━━━━━ DATA SUPPLIED ━━━━━

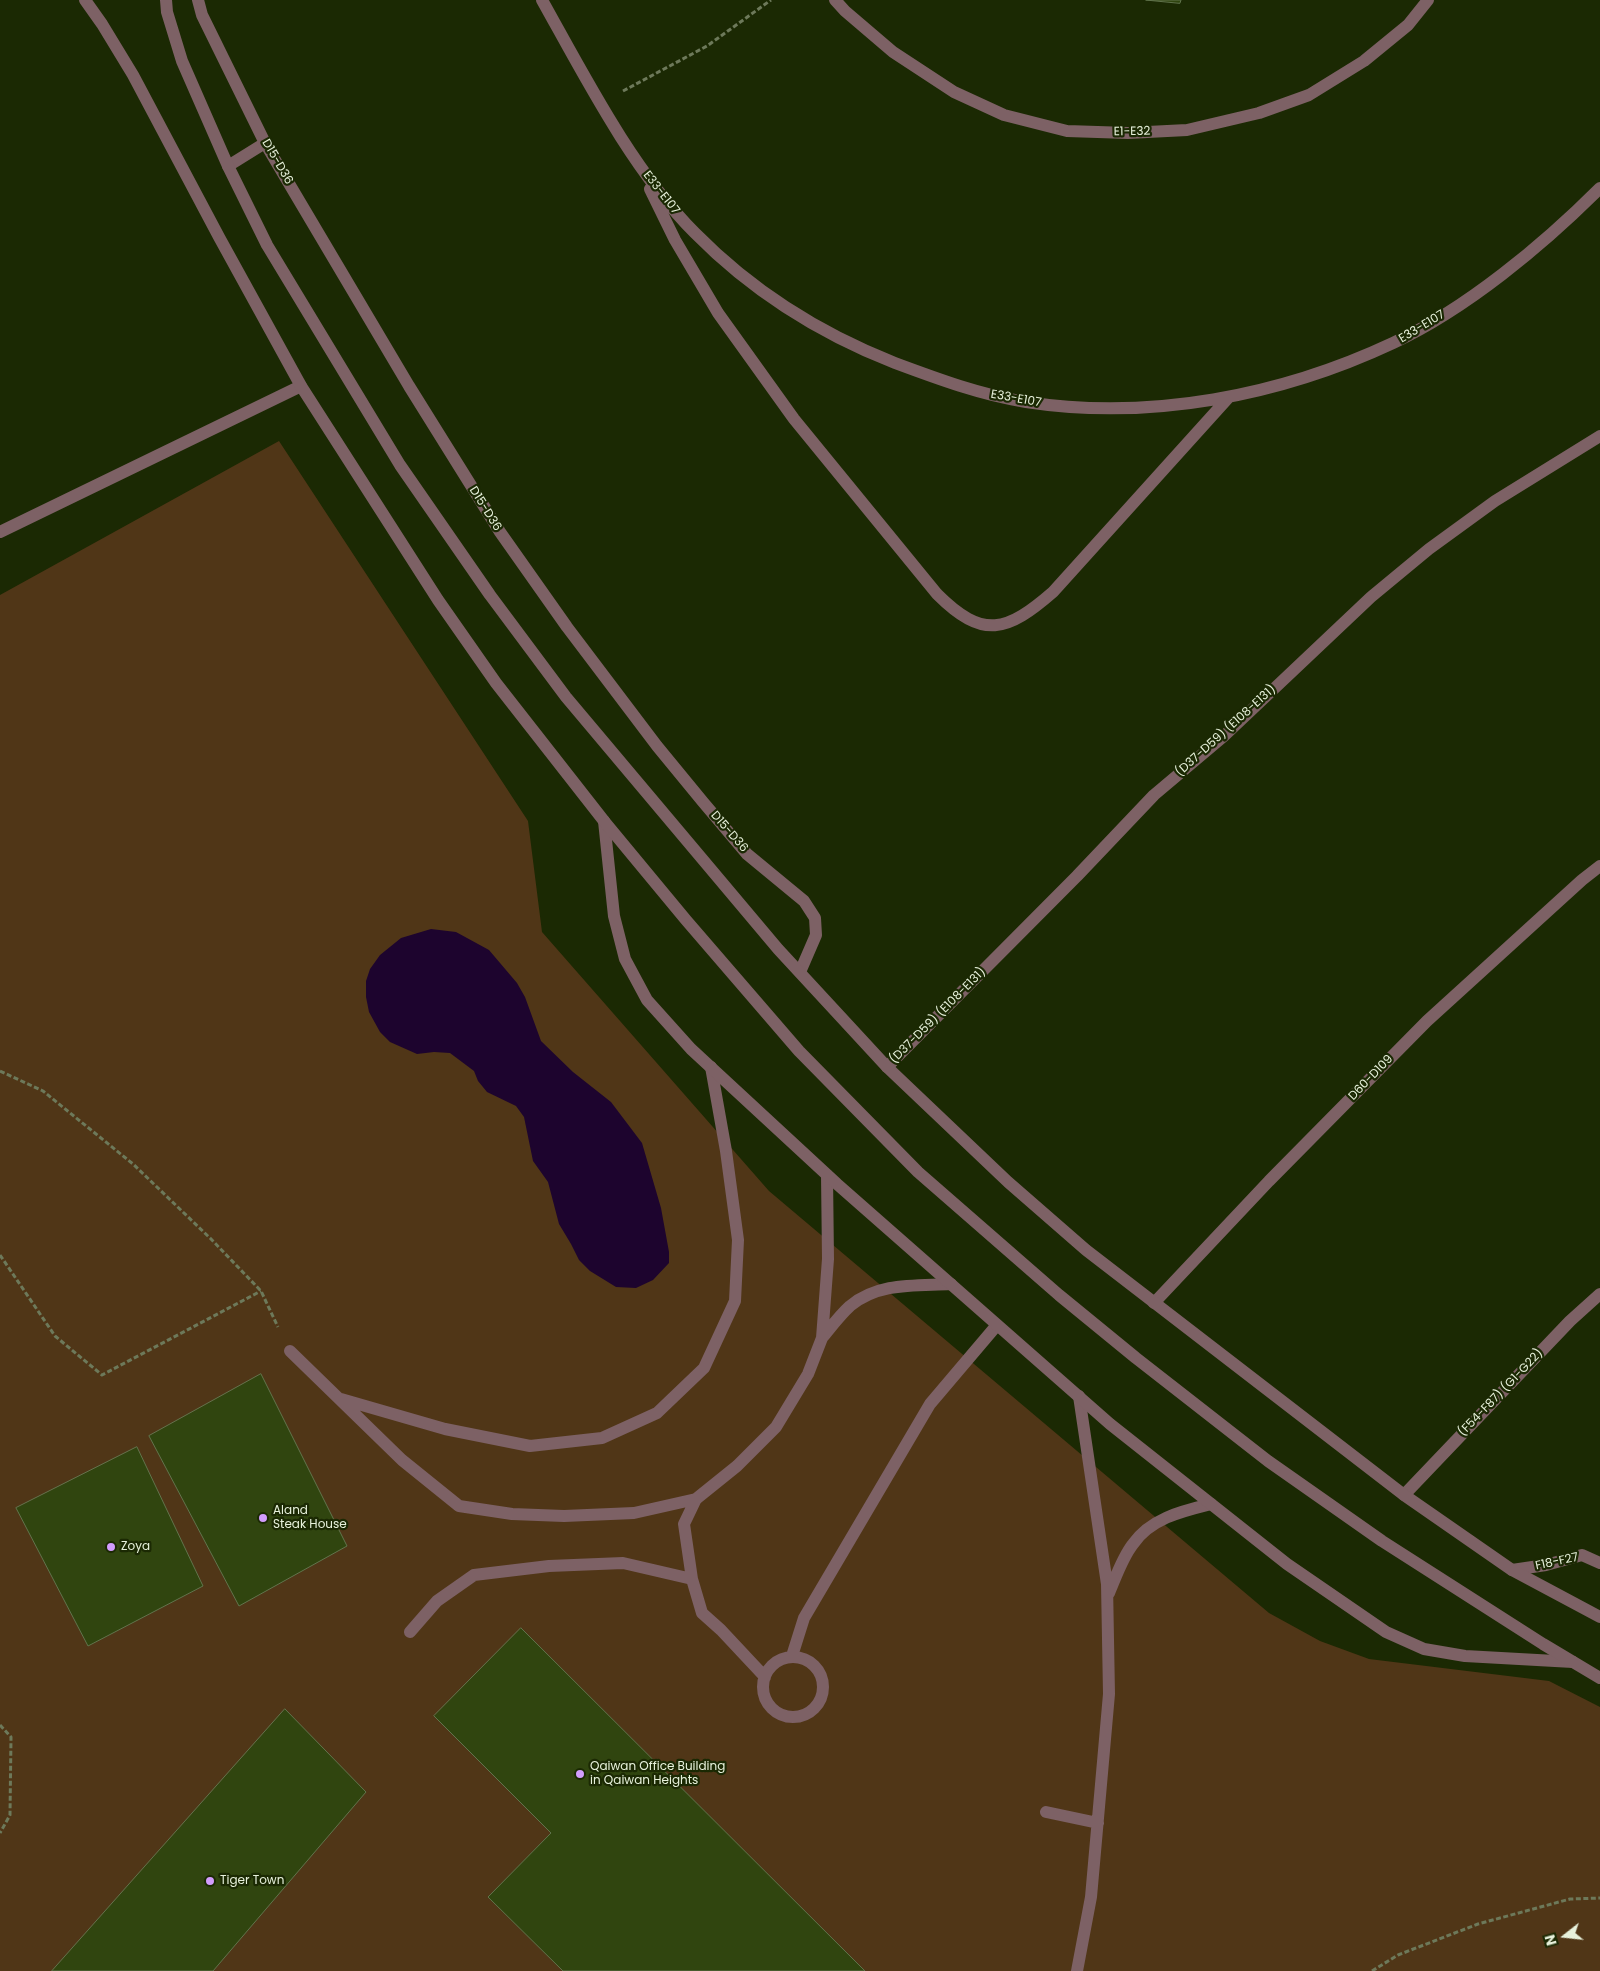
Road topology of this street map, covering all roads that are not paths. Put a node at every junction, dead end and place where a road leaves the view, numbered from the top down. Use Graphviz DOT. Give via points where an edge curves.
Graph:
graph roads {
  1 [pos="85,0"];
  2 [pos="166,0"];
  3 [pos="198,0"];
  4 [pos="542,0"];
  5 [pos="835,0"];
  6 [pos="1428,0"];
  7 [pos="265,143"];
  8 [pos="632,153"];
  9 [pos="228,166"];
  10 [pos="1600,188"];
  11 [pos="301,386"];
  12 [pos="1229,397"];
  13 [pos="1600,436"];
  14 [pos="0,532"];
  15 [pos="604,820"];
  16 [pos="1600,866"];
  17 [pos="800,972"];
  18 [pos="711,1067"];
  19 [pos="887,1067"];
  20 [pos="827,1175"];
  21 [pos="951,1284"];
  22 [pos="1600,1294"];
  23 [pos="1154,1302"];
  24 [pos="997,1325"];
  25 [pos="822,1338"];
  26 [pos="290,1351"];
  27 [pos="1079,1396"];
  28 [pos="340,1399"];
  29 [pos="1404,1495"];
  30 [pos="696,1499"];
  31 [pos="1212,1504"];
  32 [pos="1600,1563"];
  33 [pos="1512,1570"];
  34 [pos="692,1579"];
  35 [pos="1107,1598"];
  36 [pos="1600,1617"];
  37 [pos="410,1632"];
  38 [pos="792,1656"];
  39 [pos="1573,1662"];
  40 [pos="765,1677"];
  41 [pos="1600,1678"];
  42 [pos="1046,1812"];
  43 [pos="1098,1823"];
  44 [pos="1077,1971"];
  1 -- 11 [label="street" via="133,75"];
  2 -- 9 [label="street" via="182,61"];
  3 -- 7 [label="street, D15-D36" via="202,15"];
  4 -- 8 [label="street, E33-E107"];
  5 -- 6 [label="street, E1-E32" via="893,52 954,92 1004,115 1067,132 1128,133 1187,130 1259,113 1310,95 1371,55 1408,25"];
  7 -- 9 [label="street"];
  7 -- 17 [label="street, D15-D36" via="500,532 573,635 747,854 804,901 815,918 816,935"];
  8 -- 12 [label="street, E33-E107" via="664,198 724,262 788,308 862,350 936,379 1024,402 1149,407"];
  8 -- 12 [label="street" via="675,240 718,313 788,412 937,594 965,618 994,626 1008,624 1039,604"];
  9 -- 17 [label="street" via="267,245 400,465 490,595 606,747"];
  10 -- 12 [label="street, E33-E107" via="1495,279 1395,343 1313,374"];
  11 -- 14 [label="street"];
  11 -- 15 [label="street" via="438,600 540,741"];
  13 -- 19 [label="street, (D37-D59) (E108-E131)" via="1495,501 1429,549 1372,597 1224,736 1154,794"];
  15 -- 18 [label="street" via="614,916 625,959 647,1000"];
  15 -- 39 [label="street" via="799,1051 918,1172 1059,1295 1268,1461 1382,1541"];
  16 -- 23 [label="street, D60-D109" via="1427,1021"];
  17 -- 19 [label="street"];
  18 -- 20 [label="street"];
  18 -- 28 [label="street" via="738,1240 735,1301 704,1368 657,1413 602,1438 530,1446 446,1429"];
  19 -- 23 [label="street" via="1008,1182 1086,1250"];
  20 -- 21 [label="street"];
  20 -- 25 [label="street" via="828,1259"];
  21 -- 24 [label="street"];
  21 -- 25 [label="street" via="894,1287 869,1294 851,1306"];
  22 -- 29 [label="street, (F54-F87) (G1-G22)" via="1570,1321"];
  23 -- 29 [label="street"];
  24 -- 27 [label="street"];
  24 -- 38 [label="street" via="930,1404 804,1618"];
  25 -- 30 [label="street" via="808,1374 776,1427 738,1466"];
  26 -- 28 [label="street"];
  27 -- 31 [label="street"];
  27 -- 35 [label="street"];
  28 -- 30 [label="street" via="402,1460 459,1506 512,1514 564,1516 634,1513"];
  29 -- 33 [label="street"];
  30 -- 34 [label="street" via="684,1524"];
  31 -- 35 [label="street" via="1170,1514 1148,1529 1133,1543"];
  31 -- 39 [label="street" via="1287,1564 1386,1632 1424,1649 1466,1656"];
  32 -- 33 [label="street, F18-F27" via="1582,1555"];
  33 -- 36 [label="street"];
  34 -- 37 [label="street" via="623,1563 549,1566 474,1575 438,1601"];
  34 -- 40 [label="street" via="702,1613"];
  35 -- 43 [label="street" via="1109,1694"];
  38 -- 40 [label="street" via="775,1662"];
  38 -- 40 [label="street" via="811,1663 823,1679 824,1689 815,1707 798,1716 778,1712 765,1697"];
  39 -- 41 [label="street"];
  42 -- 43 [label="street"];
  43 -- 44 [label="street" via="1092,1897"];
}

━━━━━

*EXERCISE INSTRUCTIONS*: Repeat everything in the entries above word for word, excluding the images.

*TASK RESULT*:
Road topology of this street map, covering all roads that are not paths. Put a node at every junction, dead end and place where a road leaves the view, numbered from the top down. Use Graphviz DOT. Give via points where an edge curves.
Graph:
graph roads {
  1 [pos="85,0"];
  2 [pos="166,0"];
  3 [pos="198,0"];
  4 [pos="542,0"];
  5 [pos="835,0"];
  6 [pos="1428,0"];
  7 [pos="265,143"];
  8 [pos="632,153"];
  9 [pos="228,166"];
  10 [pos="1600,188"];
  11 [pos="301,386"];
  12 [pos="1229,397"];
  13 [pos="1600,436"];
  14 [pos="0,532"];
  15 [pos="604,820"];
  16 [pos="1600,866"];
  17 [pos="800,972"];
  18 [pos="711,1067"];
  19 [pos="887,1067"];
  20 [pos="827,1175"];
  21 [pos="951,1284"];
  22 [pos="1600,1294"];
  23 [pos="1154,1302"];
  24 [pos="997,1325"];
  25 [pos="822,1338"];
  26 [pos="290,1351"];
  27 [pos="1079,1396"];
  28 [pos="340,1399"];
  29 [pos="1404,1495"];
  30 [pos="696,1499"];
  31 [pos="1212,1504"];
  32 [pos="1600,1563"];
  33 [pos="1512,1570"];
  34 [pos="692,1579"];
  35 [pos="1107,1598"];
  36 [pos="1600,1617"];
  37 [pos="410,1632"];
  38 [pos="792,1656"];
  39 [pos="1573,1662"];
  40 [pos="765,1677"];
  41 [pos="1600,1678"];
  42 [pos="1046,1812"];
  43 [pos="1098,1823"];
  44 [pos="1077,1971"];
  1 -- 11 [label="street" via="133,75"];
  2 -- 9 [label="street" via="182,61"];
  3 -- 7 [label="street, D15-D36" via="202,15"];
  4 -- 8 [label="street, E33-E107"];
  5 -- 6 [label="street, E1-E32" via="893,52 954,92 1004,115 1067,132 1128,133 1187,130 1259,113 1310,95 1371,55 1408,25"];
  7 -- 9 [label="street"];
  7 -- 17 [label="street, D15-D36" via="500,532 573,635 747,854 804,901 815,918 816,935"];
  8 -- 12 [label="street, E33-E107" via="664,198 724,262 788,308 862,350 936,379 1024,402 1149,407"];
  8 -- 12 [label="street" via="675,240 718,313 788,412 937,594 965,618 994,626 1008,624 1039,604"];
  9 -- 17 [label="street" via="267,245 400,465 490,595 606,747"];
  10 -- 12 [label="street, E33-E107" via="1495,279 1395,343 1313,374"];
  11 -- 14 [label="street"];
  11 -- 15 [label="street" via="438,600 540,741"];
  13 -- 19 [label="street, (D37-D59) (E108-E131)" via="1495,501 1429,549 1372,597 1224,736 1154,794"];
  15 -- 18 [label="street" via="614,916 625,959 647,1000"];
  15 -- 39 [label="street" via="799,1051 918,1172 1059,1295 1268,1461 1382,1541"];
  16 -- 23 [label="street, D60-D109" via="1427,1021"];
  17 -- 19 [label="street"];
  18 -- 20 [label="street"];
  18 -- 28 [label="street" via="738,1240 735,1301 704,1368 657,1413 602,1438 530,1446 446,1429"];
  19 -- 23 [label="street" via="1008,1182 1086,1250"];
  20 -- 21 [label="street"];
  20 -- 25 [label="street" via="828,1259"];
  21 -- 24 [label="street"];
  21 -- 25 [label="street" via="894,1287 869,1294 851,1306"];
  22 -- 29 [label="street, (F54-F87) (G1-G22)" via="1570,1321"];
  23 -- 29 [label="street"];
  24 -- 27 [label="street"];
  24 -- 38 [label="street" via="930,1404 804,1618"];
  25 -- 30 [label="street" via="808,1374 776,1427 738,1466"];
  26 -- 28 [label="street"];
  27 -- 31 [label="street"];
  27 -- 35 [label="street"];
  28 -- 30 [label="street" via="402,1460 459,1506 512,1514 564,1516 634,1513"];
  29 -- 33 [label="street"];
  30 -- 34 [label="street" via="684,1524"];
  31 -- 35 [label="street" via="1170,1514 1148,1529 1133,1543"];
  31 -- 39 [label="street" via="1287,1564 1386,1632 1424,1649 1466,1656"];
  32 -- 33 [label="street, F18-F27" via="1582,1555"];
  33 -- 36 [label="street"];
  34 -- 37 [label="street" via="623,1563 549,1566 474,1575 438,1601"];
  34 -- 40 [label="street" via="702,1613"];
  35 -- 43 [label="street" via="1109,1694"];
  38 -- 40 [label="street" via="775,1662"];
  38 -- 40 [label="street" via="811,1663 823,1679 824,1689 815,1707 798,1716 778,1712 765,1697"];
  39 -- 41 [label="street"];
  42 -- 43 [label="street"];
  43 -- 44 [label="street" via="1092,1897"];
}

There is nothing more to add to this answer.